Hey, had a quick question. The version of Firefox that comes bundled with Ubuntu is only updated to Javascript 1.4, i had to go ahead and download straight from mozilla to get Javascript 1.5 included. The problem is though that in order to use that Updated Version of Firefox i have to go through the terminal each time to run it, or else it just opens up the bundled version. This isn't a huge deal, but is there a way to just update the bundled version to Javascript 1.5? I'm a fairly new Linux user, had sort of a crash course in this weekend just trying to get everything up and running. I appreciate any help you guys can offer, let me know if theres any other information i can provide. 

-alias


----------



## wmorri (May 29, 2008)

Hi,

Can you tell me what version you are running of FF, and of Ubuntu. If you do an update, what happens? You should be able to get the latest update of FF, and javascipt.

Cheers!


----------



## alias120 (Aug 7, 2008)

It's running FF 3.0.5, and Ubuntu 8.10 
The version i d/l straight from the Mozilla site is the same one that is bundled with Ubuntu, but for some reason the bundled version says Javascript 1.4 while the one i grabbed straight from Mozilla has Javascript 1.5
Not sure why this would be, but the bundled version won't allow me to access some sites because of the outdated Javascript. 

-alias


----------



## alias120 (Aug 7, 2008)

Any thoughts?

-alias


----------



## afsharnejad (Mar 22, 2012)

alias120 said:


> Hey, had a quick question. The version of Firefox that comes bundled with Ubuntu is only updated to Javascript 1.4, i had to go ahead and download straight from mozilla to get Javascript 1.5 included. The problem is though that in order to use that Updated Version of Firefox i have to go through the terminal each time to run it, or else it just opens up the bundled version. This isn't a huge deal, but is there a way to just update the bundled version to Javascript 1.5? I'm a fairly new Linux user, had sort of a crash course in this weekend just trying to get everything up and running. I appreciate any help you guys can offer, let me know if theres any other information i can provide.
> 
> -alias


----------



## afsharnejad (Mar 22, 2012)

is java script up dated in my computer.
B.R
AFSHARNEJAD


----------



## hal8000 (Dec 23, 2006)

The short answer is no.
Ubuntu is not a rolling release.

As you are using Ubuntu 8.10, then the kernel, all of the packages, and java and javascript are out of date.
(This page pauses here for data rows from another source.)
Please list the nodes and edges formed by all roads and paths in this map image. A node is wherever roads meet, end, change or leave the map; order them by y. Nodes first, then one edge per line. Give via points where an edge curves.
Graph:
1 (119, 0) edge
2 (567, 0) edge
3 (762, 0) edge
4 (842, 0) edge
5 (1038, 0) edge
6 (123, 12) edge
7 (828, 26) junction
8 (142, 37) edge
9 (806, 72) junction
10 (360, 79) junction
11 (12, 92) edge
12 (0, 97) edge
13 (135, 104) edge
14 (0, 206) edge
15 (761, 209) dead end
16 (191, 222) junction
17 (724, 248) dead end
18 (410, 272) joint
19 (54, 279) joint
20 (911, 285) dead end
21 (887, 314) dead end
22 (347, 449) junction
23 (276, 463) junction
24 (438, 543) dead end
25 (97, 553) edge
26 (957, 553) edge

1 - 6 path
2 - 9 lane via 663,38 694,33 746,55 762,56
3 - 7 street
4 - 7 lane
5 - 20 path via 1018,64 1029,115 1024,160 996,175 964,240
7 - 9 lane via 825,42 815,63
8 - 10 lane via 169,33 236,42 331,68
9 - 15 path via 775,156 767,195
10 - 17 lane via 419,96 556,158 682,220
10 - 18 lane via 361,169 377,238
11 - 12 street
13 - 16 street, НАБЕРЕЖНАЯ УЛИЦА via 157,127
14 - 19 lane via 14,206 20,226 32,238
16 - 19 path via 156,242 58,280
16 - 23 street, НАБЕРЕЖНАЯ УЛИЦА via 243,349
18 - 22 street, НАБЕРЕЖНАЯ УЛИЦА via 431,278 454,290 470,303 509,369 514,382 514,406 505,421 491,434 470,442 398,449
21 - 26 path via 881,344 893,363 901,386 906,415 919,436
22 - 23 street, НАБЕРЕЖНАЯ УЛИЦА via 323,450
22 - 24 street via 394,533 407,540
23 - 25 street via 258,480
You asked specificly about javascript. Javascript doesn't contain anything that can test for which version is supported but surprisingly HTML does. A test page containing test code is shown below:

What Version of Javascript

At the bottom of the yellow text box, your javascript version is shown for me on PCLinux it is javascript version 1.6

To test java, open a terminal and type
java -version

With Ubuntu (any version) updates are only provided for a certain length of time, to upgrade to latest packages you need to do a distribution upgrade.
To upgrade from 8.10 to latest is not recommended, so if you want something newer, backup your own, data, bookmarks, addresses, etc and re-install a newer version.

The only distributions that are a rolling release are Arch, PCLinux, Gentoo and distributions based on these like ArchBang, Chakra, etc.


----------